PROBLEM DETAILS: Read the lines of the data below and retrieve those with "Baronesas".

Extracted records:
# # #

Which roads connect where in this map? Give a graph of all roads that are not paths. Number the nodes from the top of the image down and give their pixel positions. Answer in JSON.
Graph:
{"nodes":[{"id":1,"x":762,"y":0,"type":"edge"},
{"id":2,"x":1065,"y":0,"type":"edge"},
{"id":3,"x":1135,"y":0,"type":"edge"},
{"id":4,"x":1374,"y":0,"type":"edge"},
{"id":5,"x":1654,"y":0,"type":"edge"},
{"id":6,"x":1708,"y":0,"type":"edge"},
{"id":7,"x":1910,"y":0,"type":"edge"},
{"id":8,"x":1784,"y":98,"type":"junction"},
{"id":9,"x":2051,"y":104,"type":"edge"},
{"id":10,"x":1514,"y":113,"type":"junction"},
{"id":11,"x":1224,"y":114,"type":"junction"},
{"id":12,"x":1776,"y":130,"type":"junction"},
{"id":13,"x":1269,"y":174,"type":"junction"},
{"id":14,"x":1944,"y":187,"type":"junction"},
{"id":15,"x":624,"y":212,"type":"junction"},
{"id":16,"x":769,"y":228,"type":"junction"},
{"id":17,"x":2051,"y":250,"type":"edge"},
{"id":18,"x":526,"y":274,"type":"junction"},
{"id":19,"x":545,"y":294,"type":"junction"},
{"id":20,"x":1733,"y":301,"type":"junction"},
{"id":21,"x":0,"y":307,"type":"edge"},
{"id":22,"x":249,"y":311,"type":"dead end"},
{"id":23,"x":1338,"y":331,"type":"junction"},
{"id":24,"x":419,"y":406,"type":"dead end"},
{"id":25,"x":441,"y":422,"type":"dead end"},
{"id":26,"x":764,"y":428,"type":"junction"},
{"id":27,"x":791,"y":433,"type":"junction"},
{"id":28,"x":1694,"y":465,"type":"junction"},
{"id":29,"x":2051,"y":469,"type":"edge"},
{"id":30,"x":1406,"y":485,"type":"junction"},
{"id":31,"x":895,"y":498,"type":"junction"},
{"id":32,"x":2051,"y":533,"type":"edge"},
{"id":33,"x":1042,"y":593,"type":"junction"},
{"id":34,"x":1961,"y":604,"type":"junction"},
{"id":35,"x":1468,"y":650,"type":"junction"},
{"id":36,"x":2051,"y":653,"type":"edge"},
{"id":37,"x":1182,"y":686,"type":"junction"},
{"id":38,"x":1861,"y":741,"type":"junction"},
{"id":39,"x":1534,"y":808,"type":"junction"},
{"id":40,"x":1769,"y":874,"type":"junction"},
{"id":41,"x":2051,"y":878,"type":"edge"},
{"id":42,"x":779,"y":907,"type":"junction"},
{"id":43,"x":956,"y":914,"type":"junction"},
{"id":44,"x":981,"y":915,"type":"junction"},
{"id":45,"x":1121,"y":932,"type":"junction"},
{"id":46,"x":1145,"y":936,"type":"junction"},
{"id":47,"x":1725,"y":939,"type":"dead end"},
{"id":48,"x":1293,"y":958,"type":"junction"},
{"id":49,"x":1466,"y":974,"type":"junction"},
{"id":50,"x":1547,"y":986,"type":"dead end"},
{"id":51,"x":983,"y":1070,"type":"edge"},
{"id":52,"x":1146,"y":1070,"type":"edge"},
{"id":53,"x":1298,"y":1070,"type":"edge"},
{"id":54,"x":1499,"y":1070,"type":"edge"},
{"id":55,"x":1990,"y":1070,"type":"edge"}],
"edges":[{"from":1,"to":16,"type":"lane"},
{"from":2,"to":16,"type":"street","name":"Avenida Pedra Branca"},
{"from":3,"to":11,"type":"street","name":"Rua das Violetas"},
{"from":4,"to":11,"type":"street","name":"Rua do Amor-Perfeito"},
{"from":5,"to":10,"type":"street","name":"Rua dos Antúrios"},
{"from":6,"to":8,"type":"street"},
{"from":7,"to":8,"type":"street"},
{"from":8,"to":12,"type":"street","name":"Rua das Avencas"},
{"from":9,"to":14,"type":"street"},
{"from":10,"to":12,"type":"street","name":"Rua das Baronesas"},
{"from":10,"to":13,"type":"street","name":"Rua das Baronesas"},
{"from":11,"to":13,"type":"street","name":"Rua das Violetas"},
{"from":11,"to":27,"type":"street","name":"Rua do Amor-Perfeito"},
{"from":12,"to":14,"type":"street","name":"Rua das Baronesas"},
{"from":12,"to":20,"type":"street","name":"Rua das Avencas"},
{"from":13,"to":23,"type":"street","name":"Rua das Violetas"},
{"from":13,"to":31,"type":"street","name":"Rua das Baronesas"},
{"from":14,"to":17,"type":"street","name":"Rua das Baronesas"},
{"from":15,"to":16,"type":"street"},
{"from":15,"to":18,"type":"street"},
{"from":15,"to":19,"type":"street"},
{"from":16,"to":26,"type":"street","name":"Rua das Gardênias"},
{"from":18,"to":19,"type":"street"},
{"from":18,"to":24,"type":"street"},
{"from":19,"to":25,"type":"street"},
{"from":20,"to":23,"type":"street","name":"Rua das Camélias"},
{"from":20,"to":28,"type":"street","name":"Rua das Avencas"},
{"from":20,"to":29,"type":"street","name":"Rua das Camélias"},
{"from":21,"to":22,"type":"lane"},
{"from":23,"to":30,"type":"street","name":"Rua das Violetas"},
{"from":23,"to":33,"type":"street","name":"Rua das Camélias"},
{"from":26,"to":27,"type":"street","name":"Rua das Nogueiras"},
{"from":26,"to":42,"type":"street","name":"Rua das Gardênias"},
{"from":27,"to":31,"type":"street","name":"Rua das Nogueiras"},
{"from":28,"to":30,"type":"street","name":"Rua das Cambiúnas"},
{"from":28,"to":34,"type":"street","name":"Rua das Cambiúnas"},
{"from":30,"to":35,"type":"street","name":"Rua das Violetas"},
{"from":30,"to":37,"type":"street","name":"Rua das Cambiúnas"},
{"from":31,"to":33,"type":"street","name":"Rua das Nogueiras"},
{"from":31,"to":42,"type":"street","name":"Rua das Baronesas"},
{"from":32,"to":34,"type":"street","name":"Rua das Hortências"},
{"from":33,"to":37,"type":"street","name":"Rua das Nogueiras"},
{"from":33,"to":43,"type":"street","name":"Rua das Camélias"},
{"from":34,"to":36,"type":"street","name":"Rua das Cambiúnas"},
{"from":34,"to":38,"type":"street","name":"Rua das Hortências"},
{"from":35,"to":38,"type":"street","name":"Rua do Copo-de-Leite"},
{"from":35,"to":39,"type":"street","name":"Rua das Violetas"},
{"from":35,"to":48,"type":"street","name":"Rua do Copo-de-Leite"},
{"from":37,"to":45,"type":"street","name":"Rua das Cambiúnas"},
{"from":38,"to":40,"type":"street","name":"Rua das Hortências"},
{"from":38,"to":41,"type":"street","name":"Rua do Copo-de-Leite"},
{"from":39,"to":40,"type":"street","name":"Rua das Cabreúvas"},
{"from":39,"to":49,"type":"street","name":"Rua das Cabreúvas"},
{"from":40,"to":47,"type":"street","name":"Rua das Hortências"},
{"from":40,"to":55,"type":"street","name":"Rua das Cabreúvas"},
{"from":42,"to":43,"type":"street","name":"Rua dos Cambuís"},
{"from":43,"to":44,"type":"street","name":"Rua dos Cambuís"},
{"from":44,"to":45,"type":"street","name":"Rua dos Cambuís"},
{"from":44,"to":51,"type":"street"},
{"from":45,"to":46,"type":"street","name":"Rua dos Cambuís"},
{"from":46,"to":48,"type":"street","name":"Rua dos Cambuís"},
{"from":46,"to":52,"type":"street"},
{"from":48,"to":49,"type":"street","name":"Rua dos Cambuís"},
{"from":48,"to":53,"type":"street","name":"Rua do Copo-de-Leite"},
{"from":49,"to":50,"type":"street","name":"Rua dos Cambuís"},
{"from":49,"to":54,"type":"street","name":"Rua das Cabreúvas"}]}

# # #

OUTPUT OF THE EXERCISE:
{"from":10,"to":12,"type":"street","name":"Rua das Baronesas"},
{"from":10,"to":13,"type":"street","name":"Rua das Baronesas"},
{"from":12,"to":14,"type":"street","name":"Rua das Baronesas"},
{"from":13,"to":31,"type":"street","name":"Rua das Baronesas"},
{"from":14,"to":17,"type":"street","name":"Rua das Baronesas"},
{"from":31,"to":42,"type":"street","name":"Rua das Baronesas"},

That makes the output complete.